Our goal is to efficiently find the maximum of a large amount of (redundant) data.

We define the outer product of vectors \$A\$ and \$B\$ as a matrix containing the products of all entries of \$A\$ with each entry of \$B\$. (see outer Product)

$$ A\otimes B := A\cdot B^T = \left(\begin{array}{rrr} A(1)\cdot B(1) & A(1)\cdot B(2) & \ldots & A(1)\cdot B(M)\\ A(2)\cdot B(1) & A(2)\cdot B(2) & \ldots & A(2)\cdot B(M)\\ \ldots & & & \ldots \\ A(N)\cdot B(1) & A(N)\cdot B(2) & \ldots & A(N)\cdot B(M)\\ \end{array}\right) $$

Here \$A\$ has \$N\$ entries (size \$N\$) and \$B\$ has \$M\$ entries.

In this way, the outer product of \$K\$ vectors yields a \$K\$-dimensional array (tensor of order \$K\$).
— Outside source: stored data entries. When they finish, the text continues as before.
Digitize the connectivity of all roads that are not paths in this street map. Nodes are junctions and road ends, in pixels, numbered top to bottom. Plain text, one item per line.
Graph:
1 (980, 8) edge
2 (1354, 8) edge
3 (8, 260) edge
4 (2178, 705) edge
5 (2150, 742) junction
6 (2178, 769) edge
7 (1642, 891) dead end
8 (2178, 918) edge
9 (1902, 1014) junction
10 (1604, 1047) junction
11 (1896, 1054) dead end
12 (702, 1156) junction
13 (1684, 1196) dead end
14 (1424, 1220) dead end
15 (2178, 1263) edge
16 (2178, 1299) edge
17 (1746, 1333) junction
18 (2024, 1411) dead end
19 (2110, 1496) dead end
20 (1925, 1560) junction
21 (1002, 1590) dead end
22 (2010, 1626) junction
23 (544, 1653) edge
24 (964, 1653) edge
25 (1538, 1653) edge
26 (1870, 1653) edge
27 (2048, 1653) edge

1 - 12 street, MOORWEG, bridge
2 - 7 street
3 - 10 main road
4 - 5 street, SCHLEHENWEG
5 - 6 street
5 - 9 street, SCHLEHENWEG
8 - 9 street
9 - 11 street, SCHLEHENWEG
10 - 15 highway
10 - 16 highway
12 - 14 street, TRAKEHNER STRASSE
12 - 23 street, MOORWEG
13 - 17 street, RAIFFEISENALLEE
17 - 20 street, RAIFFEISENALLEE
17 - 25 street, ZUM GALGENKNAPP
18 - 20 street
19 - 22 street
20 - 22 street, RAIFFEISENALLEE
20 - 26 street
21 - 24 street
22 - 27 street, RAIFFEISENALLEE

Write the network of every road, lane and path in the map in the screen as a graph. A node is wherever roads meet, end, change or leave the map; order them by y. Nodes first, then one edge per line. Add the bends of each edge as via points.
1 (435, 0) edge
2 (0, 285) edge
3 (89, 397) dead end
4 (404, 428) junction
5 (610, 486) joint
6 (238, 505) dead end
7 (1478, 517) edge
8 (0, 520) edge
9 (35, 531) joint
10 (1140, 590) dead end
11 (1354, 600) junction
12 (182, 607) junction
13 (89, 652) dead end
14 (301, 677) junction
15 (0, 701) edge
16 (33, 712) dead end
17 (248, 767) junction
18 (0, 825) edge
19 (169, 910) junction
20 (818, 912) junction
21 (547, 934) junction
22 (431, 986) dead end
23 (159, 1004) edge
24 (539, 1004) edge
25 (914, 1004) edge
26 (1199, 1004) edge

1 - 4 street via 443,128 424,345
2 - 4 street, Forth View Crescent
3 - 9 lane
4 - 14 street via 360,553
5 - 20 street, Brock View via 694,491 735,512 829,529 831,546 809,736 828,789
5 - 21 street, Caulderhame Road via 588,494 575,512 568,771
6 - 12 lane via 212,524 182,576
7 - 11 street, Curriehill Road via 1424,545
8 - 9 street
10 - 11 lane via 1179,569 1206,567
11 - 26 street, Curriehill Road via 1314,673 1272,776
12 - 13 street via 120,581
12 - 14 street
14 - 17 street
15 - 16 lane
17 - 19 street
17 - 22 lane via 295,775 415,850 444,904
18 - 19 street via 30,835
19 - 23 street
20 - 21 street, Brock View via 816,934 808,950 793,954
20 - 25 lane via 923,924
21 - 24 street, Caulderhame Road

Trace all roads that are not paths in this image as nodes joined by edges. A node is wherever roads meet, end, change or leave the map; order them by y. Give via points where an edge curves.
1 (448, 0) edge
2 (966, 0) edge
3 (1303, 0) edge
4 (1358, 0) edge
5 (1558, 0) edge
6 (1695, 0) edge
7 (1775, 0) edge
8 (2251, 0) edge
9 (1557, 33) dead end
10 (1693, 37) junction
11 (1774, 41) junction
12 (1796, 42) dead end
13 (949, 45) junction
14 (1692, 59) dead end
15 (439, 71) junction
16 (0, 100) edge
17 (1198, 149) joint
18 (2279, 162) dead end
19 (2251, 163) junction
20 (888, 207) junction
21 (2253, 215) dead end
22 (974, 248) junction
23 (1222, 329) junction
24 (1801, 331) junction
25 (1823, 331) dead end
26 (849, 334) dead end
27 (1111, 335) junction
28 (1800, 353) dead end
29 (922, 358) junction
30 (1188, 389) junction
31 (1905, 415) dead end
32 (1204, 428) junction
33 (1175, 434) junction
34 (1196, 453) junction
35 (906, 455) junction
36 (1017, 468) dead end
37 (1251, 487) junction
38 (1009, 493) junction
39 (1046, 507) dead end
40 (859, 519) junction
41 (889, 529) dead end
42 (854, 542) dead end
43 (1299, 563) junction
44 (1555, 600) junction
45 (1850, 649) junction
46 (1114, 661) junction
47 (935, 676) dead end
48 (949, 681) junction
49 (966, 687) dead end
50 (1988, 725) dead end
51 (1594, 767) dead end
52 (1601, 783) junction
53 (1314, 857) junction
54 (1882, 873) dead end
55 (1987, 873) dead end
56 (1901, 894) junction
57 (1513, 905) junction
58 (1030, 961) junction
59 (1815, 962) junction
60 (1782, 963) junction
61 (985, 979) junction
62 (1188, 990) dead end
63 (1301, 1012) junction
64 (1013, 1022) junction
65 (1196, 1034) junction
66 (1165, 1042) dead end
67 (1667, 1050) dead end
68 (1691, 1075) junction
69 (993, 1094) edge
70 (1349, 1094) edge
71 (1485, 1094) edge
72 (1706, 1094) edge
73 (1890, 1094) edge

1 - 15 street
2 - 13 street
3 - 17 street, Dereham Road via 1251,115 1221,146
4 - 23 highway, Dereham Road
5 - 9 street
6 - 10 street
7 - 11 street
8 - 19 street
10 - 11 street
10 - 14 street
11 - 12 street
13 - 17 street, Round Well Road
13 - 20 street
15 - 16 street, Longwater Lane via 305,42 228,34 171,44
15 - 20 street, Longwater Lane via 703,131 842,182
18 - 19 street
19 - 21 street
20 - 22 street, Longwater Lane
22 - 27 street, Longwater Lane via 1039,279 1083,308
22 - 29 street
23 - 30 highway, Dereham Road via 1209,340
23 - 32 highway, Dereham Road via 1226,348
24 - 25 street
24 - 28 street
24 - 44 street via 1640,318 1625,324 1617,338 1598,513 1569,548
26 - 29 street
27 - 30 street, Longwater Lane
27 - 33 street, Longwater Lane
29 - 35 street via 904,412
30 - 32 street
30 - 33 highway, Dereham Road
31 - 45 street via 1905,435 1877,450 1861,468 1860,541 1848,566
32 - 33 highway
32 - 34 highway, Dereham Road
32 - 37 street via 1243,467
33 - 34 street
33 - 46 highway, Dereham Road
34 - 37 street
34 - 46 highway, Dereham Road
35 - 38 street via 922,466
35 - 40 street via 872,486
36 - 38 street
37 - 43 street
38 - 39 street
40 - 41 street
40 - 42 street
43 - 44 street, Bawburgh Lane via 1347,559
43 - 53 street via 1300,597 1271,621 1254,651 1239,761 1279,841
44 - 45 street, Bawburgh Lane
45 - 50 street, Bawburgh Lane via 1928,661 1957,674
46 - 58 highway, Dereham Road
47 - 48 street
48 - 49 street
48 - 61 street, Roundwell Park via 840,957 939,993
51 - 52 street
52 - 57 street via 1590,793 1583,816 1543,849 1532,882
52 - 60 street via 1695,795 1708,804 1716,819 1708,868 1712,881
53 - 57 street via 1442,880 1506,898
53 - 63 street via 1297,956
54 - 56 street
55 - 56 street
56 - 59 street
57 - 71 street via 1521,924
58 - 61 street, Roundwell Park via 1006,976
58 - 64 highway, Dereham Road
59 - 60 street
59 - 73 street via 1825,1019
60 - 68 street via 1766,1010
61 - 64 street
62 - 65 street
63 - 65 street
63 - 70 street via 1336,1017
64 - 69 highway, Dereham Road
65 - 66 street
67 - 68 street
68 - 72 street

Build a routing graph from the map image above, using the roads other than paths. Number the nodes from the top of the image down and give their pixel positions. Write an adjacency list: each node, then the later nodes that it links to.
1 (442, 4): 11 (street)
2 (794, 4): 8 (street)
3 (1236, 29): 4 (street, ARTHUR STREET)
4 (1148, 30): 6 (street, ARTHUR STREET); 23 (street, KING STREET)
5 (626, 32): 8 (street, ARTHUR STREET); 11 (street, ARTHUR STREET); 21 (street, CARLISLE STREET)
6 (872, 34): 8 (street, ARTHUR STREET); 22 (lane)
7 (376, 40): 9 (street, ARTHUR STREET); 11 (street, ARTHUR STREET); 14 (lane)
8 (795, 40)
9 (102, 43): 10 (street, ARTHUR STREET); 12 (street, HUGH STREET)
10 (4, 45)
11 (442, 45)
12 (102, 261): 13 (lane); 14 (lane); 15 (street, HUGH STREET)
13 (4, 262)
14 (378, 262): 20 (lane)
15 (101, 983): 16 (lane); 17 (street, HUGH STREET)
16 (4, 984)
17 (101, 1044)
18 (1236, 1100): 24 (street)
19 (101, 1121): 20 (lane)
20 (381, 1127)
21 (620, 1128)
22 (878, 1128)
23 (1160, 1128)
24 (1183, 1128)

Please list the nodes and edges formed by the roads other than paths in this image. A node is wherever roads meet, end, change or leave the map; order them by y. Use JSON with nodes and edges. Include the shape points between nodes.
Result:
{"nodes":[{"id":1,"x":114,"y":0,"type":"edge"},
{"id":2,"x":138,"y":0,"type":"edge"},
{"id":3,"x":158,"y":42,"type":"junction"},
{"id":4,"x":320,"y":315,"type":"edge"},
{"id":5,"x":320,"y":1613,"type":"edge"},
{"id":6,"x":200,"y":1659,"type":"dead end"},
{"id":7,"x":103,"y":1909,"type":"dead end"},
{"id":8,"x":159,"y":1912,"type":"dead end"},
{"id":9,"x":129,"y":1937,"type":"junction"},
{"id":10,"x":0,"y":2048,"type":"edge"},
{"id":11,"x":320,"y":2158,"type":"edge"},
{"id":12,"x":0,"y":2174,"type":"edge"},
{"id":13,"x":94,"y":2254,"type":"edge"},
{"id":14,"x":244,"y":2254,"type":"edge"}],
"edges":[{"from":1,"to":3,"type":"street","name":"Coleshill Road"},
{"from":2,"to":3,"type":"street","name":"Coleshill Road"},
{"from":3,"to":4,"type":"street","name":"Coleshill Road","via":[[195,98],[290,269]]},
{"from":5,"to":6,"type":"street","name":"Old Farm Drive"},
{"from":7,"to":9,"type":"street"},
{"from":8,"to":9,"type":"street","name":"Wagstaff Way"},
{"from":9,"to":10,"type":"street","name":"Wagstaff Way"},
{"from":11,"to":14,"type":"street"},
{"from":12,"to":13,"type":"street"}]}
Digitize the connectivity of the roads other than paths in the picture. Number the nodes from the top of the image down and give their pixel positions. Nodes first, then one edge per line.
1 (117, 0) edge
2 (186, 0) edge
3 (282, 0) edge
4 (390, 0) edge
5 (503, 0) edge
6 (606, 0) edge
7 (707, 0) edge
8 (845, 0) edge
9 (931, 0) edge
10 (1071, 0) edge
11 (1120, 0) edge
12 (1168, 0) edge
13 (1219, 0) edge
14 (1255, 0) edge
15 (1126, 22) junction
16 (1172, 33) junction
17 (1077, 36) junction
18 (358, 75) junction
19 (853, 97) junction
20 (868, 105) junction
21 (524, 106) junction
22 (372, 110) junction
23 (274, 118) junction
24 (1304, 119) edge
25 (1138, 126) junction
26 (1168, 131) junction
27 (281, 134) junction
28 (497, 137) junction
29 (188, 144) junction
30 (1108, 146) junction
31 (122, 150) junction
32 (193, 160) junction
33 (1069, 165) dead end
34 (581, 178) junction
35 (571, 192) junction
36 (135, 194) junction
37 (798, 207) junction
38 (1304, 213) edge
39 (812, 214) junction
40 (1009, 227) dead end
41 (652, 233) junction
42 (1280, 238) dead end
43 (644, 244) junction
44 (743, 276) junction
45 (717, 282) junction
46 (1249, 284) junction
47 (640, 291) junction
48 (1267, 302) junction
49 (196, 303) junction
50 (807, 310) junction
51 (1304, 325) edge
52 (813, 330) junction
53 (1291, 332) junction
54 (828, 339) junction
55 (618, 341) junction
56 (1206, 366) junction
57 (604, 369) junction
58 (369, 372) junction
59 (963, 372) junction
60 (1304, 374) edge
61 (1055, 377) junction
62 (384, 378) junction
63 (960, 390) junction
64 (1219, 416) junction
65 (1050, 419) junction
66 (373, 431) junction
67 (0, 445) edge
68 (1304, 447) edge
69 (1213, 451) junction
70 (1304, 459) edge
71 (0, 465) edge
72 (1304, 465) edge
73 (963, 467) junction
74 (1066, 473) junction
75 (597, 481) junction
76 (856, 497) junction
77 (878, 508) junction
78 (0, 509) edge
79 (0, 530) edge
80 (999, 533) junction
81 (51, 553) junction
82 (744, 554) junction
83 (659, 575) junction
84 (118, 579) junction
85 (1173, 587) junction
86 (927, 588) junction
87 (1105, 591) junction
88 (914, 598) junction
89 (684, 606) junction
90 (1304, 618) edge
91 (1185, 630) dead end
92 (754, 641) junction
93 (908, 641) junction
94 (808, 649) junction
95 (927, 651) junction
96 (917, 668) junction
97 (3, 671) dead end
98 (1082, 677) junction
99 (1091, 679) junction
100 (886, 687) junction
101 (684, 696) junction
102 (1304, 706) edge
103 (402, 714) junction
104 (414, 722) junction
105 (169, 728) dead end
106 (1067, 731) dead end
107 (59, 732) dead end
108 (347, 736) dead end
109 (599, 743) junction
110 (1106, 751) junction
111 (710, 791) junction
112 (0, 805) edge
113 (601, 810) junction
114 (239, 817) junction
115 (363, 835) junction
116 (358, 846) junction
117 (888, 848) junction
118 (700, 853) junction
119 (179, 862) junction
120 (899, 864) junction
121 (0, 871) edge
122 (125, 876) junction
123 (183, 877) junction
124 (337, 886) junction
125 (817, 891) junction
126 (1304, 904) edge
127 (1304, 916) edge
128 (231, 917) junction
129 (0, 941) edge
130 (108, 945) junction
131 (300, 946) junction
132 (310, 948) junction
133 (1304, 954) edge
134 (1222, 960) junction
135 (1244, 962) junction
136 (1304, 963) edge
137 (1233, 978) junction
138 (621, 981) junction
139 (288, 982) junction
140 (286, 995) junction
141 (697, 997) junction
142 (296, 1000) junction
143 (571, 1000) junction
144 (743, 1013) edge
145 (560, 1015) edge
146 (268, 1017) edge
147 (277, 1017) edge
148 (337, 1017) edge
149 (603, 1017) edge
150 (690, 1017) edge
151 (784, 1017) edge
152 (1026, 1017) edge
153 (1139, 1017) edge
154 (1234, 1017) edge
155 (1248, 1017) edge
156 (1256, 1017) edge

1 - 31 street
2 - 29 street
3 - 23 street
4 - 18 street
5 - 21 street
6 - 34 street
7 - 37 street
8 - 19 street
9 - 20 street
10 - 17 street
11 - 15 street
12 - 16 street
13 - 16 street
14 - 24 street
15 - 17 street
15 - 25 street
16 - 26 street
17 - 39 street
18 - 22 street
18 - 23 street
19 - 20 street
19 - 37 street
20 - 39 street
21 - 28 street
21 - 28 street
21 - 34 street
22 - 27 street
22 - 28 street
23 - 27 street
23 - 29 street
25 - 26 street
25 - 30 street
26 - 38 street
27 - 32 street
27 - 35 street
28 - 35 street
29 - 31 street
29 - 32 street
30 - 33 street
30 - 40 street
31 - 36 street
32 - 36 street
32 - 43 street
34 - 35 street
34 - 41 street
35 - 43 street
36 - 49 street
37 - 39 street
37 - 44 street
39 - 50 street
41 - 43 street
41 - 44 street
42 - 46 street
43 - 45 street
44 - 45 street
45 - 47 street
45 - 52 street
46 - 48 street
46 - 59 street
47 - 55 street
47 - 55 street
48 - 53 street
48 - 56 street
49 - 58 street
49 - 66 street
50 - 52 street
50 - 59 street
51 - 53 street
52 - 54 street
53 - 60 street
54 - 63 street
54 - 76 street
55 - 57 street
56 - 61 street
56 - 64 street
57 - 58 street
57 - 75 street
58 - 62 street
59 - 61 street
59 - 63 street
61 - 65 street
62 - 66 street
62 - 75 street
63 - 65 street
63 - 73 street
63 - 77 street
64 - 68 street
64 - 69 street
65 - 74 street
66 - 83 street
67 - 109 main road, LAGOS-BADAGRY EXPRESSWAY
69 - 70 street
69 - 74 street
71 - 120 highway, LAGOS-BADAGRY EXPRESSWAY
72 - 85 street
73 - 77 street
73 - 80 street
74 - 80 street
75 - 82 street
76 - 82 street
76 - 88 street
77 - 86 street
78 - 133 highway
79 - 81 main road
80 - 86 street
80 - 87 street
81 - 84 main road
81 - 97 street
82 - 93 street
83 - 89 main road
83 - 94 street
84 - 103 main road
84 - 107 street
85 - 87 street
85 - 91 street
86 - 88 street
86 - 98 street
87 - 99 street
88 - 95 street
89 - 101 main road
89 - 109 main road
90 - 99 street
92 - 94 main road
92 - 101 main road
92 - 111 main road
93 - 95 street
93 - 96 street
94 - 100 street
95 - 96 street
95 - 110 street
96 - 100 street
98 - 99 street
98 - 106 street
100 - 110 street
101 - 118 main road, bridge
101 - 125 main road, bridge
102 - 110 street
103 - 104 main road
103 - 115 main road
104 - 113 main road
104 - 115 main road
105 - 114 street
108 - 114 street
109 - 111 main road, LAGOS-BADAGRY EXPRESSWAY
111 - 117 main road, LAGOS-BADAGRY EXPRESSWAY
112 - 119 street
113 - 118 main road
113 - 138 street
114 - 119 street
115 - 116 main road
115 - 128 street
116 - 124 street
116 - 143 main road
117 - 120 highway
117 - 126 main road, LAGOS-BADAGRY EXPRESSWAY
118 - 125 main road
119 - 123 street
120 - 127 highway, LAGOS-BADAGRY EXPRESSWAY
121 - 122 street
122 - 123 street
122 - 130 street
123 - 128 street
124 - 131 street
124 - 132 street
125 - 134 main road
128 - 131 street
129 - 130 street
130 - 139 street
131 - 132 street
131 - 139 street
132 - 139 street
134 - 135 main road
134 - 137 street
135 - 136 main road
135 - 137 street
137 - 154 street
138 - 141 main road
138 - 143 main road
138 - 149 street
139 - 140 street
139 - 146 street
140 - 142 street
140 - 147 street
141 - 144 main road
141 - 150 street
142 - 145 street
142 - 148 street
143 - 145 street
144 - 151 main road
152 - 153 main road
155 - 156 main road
If \$N_1,N_2,\ldots,N_K\$ are the sizes of the vectors, we get a total of \$N_1\cdot N_2\cdot\ldots\cdot N_K\$ products.

Example: $$ \left(\begin{array}{r}1\\ 2\\ 0\end{array}\right)\otimes \left(\begin{array}{r}1\\ 3\end{array}\right)\otimes \left(\begin{array}{r}-5\\ 7\end{array}\right)= \left(\begin{array}{rr|rr|rr}-5 & 7 & -10 & 14 & 0 & 0\\ -15 & 21 & -30 & 42 & 0 & 0\end{array}\right) $$

The result is a \$3\$-dimensional array consisting of three \$2\times2\$ slices. We want to determine the maximum of the array, which is \$42\$ here.
An alternative formulation is: Find the maximum of all products that contain exactly one number from each vector.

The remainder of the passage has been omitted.